La mort de Rimbaud

Un jour j’étais Poète et les mots me parlaient.
Je regardais l’étoile au dedans de ma tête
Et tout était si clair, et tout se révélait...
Maintenant, les ténèbres... la parole est muette.

Un jour j’étais Poète... Je ou l’Autre, peut-être...
Les mots coloriés tendaient leurs phrases offertes,
Le monde entier passait auprès de ma fenêtre
Et je le saisissais de mes deux mains ouvertes.

Je pénétrais la trame des mots que je tissais
En impalpable fresque aux fils de harpe et eau
Où j’écoutais chanter les nuages... qui sait...
J’ai cisaillé les cordes de mon écheveau.

Oui ! Alliant la frêle harmonie des voyelles
Aux sons pleins et profonds des plus riches consonnes,
J’avais capté le chant de l’âme originelle
Et déchiffré sa voix que n’entendait personne...

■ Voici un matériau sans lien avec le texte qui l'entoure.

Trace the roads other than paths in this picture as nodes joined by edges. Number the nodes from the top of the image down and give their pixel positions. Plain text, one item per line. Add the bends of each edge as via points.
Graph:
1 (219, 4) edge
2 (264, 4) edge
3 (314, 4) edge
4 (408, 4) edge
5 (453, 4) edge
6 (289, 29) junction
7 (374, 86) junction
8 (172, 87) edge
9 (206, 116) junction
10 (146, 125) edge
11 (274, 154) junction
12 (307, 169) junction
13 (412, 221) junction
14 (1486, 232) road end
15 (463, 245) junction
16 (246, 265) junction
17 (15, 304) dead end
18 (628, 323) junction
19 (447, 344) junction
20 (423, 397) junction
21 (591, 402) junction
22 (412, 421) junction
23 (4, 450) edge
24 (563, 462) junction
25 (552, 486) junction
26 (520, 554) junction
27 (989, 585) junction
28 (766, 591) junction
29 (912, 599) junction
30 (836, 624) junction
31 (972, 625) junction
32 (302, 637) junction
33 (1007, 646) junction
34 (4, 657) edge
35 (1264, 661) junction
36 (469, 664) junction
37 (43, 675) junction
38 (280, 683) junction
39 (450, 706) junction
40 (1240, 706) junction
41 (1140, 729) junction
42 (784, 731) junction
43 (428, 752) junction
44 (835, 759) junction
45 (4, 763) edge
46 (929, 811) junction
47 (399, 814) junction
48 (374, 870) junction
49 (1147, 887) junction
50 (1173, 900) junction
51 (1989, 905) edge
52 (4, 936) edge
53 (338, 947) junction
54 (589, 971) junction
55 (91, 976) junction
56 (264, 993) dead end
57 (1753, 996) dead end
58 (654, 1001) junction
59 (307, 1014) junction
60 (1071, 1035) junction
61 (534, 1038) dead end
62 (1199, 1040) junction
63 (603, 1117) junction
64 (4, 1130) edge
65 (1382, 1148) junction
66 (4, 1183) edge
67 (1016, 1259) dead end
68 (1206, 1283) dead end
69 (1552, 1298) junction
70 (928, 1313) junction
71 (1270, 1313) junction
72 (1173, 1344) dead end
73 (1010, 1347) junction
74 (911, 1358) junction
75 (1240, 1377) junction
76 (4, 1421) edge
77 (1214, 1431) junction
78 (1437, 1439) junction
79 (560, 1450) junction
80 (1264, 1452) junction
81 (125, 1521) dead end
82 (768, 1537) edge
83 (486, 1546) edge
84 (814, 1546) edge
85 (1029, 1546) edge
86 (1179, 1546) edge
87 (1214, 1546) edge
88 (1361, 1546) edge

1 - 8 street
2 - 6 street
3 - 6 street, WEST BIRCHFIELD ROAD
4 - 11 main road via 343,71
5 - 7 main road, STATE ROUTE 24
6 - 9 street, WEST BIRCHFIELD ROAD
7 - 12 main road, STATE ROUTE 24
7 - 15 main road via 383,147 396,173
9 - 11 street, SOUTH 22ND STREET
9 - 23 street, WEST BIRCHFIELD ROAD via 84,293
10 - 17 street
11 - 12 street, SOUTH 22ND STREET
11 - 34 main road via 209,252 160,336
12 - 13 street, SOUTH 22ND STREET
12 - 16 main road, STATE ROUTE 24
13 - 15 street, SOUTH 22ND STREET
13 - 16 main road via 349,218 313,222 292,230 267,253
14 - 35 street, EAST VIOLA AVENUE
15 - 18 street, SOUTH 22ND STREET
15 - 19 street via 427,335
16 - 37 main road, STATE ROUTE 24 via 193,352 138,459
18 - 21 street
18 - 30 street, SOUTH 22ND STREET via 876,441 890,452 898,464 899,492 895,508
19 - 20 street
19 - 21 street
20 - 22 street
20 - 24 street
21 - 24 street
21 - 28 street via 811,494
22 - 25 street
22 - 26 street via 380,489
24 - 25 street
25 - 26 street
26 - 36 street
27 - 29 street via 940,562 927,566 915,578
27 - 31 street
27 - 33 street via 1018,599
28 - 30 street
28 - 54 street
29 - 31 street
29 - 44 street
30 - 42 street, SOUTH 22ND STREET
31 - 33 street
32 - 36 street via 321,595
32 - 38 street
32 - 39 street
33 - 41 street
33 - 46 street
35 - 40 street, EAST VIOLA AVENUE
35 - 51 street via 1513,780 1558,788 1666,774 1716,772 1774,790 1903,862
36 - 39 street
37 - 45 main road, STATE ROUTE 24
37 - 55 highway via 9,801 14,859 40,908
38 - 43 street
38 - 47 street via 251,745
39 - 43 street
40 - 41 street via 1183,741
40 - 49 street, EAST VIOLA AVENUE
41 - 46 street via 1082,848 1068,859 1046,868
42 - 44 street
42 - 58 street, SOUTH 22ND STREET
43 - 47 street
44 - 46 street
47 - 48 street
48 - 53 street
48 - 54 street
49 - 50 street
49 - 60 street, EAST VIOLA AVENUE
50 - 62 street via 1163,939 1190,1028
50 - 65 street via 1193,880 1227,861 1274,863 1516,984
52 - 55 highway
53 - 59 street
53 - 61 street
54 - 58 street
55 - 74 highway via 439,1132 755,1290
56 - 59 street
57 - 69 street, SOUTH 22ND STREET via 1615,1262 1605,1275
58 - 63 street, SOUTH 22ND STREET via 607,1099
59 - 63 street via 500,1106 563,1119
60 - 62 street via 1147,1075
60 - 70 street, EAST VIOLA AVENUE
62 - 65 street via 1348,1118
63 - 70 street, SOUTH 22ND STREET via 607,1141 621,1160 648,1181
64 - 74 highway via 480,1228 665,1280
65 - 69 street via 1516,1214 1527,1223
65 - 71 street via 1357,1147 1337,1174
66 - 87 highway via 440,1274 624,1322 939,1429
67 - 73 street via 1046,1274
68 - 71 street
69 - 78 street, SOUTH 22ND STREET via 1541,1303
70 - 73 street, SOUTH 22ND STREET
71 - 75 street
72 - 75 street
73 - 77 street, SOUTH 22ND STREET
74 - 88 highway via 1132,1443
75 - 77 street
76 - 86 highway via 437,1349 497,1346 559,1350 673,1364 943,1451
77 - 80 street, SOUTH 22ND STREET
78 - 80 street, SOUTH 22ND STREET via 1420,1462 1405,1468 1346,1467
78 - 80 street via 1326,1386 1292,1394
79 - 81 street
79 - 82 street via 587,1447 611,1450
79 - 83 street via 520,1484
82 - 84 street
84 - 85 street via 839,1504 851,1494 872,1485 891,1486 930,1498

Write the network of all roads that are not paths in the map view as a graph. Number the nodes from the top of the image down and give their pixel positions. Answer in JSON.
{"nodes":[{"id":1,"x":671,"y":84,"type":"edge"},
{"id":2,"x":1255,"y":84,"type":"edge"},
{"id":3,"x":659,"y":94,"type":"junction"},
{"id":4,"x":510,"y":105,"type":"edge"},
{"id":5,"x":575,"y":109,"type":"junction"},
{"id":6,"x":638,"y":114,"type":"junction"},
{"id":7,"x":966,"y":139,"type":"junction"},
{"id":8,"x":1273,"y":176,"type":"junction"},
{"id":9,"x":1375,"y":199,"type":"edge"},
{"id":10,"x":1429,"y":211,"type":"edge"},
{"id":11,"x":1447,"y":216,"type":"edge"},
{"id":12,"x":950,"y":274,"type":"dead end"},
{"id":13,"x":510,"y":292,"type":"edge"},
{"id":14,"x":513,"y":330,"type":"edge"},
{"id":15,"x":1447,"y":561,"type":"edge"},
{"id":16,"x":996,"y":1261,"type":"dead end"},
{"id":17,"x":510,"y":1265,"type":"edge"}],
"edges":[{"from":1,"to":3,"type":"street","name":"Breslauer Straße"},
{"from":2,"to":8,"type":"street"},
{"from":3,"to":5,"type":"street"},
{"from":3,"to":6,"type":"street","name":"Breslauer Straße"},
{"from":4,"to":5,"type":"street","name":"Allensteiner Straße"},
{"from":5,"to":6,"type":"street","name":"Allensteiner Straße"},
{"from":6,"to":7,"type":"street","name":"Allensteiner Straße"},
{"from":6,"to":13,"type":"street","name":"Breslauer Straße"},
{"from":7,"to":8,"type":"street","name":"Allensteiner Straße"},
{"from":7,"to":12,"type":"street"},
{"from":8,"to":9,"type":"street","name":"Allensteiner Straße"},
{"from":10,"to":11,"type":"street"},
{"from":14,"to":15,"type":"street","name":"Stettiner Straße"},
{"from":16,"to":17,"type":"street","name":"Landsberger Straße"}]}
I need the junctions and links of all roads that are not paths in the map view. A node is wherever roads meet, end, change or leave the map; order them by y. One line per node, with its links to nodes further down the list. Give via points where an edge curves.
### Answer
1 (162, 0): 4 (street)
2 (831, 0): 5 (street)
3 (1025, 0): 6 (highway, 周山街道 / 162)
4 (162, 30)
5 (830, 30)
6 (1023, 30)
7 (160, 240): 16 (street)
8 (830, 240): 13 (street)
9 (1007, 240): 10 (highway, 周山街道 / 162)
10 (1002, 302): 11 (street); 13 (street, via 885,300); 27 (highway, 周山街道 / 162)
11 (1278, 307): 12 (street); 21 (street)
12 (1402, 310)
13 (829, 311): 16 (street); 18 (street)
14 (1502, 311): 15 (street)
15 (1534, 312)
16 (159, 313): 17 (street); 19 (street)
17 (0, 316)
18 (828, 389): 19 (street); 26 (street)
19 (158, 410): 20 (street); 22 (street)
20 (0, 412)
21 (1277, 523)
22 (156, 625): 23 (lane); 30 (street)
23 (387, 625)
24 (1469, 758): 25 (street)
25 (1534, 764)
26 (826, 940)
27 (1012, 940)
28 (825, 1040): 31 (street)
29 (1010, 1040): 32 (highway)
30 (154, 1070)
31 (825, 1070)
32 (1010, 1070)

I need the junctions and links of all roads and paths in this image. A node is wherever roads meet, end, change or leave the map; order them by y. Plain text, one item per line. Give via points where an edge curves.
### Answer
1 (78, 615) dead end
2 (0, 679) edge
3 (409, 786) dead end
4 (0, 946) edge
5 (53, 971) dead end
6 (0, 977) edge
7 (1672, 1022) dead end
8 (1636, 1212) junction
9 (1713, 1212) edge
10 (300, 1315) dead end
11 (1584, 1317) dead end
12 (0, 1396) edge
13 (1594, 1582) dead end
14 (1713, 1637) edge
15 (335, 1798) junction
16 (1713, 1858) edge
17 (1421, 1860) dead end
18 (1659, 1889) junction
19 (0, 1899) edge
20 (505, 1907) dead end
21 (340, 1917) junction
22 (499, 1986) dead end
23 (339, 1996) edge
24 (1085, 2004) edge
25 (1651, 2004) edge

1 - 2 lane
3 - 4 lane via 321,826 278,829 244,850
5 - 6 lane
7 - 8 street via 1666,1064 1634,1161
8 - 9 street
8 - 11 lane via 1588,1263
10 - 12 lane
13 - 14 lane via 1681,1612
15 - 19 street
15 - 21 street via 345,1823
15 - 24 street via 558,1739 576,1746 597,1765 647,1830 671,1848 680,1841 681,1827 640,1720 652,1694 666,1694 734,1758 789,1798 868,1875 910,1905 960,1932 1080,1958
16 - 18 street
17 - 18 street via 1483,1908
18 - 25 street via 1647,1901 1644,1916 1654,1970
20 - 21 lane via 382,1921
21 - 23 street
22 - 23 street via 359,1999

J’éclaboussais mes mots d’odeurs, de bruits, d’images
Qui condensaient leur goût multiple en un seul sens...
Mage, je détenais le prodigieux langage
De l’Univers cristallisé dans mes essences...

Un jour
J’ai vu le jour tel qu’il est :
Quotidien.
Un jour
J’ai vu le monde comme il est :
Ancien.

Mes yeux se sont fermés à l’au-delà des choses.
Ma parole a tari son inutile glose.
Puis j’ai soufflé l’étoile consumant l’absence
Et j’ai éteint mes mots. Le noir et le silence.